Task description → A single number is required: how many lines below include the string "bridge".

Task material →
+++

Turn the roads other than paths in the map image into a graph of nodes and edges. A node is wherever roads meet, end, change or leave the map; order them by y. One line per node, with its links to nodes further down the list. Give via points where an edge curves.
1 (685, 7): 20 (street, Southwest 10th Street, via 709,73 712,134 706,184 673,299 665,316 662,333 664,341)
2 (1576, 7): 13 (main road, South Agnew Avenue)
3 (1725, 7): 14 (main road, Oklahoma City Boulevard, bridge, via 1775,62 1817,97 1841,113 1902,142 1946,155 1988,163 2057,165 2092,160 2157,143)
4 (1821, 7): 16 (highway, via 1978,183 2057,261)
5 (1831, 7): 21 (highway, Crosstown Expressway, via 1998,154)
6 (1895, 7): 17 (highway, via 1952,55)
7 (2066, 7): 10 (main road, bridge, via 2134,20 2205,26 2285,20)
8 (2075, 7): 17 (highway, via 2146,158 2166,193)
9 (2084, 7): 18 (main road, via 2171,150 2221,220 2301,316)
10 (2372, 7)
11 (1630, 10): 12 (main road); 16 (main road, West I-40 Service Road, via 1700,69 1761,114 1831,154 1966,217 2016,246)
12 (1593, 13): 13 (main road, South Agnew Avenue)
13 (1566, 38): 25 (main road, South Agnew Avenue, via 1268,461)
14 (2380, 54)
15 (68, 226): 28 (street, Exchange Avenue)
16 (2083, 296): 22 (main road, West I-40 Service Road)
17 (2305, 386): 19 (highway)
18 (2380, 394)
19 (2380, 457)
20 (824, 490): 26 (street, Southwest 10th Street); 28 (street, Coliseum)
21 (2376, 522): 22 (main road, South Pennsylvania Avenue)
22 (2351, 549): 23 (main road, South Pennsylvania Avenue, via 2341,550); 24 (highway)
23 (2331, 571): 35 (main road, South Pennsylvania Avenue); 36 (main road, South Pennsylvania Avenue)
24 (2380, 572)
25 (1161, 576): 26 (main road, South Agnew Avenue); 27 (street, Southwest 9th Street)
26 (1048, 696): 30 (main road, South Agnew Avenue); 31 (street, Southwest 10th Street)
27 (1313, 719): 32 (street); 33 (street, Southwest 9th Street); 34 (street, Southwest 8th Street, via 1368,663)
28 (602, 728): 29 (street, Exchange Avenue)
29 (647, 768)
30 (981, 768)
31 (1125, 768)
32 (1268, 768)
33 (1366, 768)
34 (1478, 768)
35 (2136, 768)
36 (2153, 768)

+++

Task answer → 2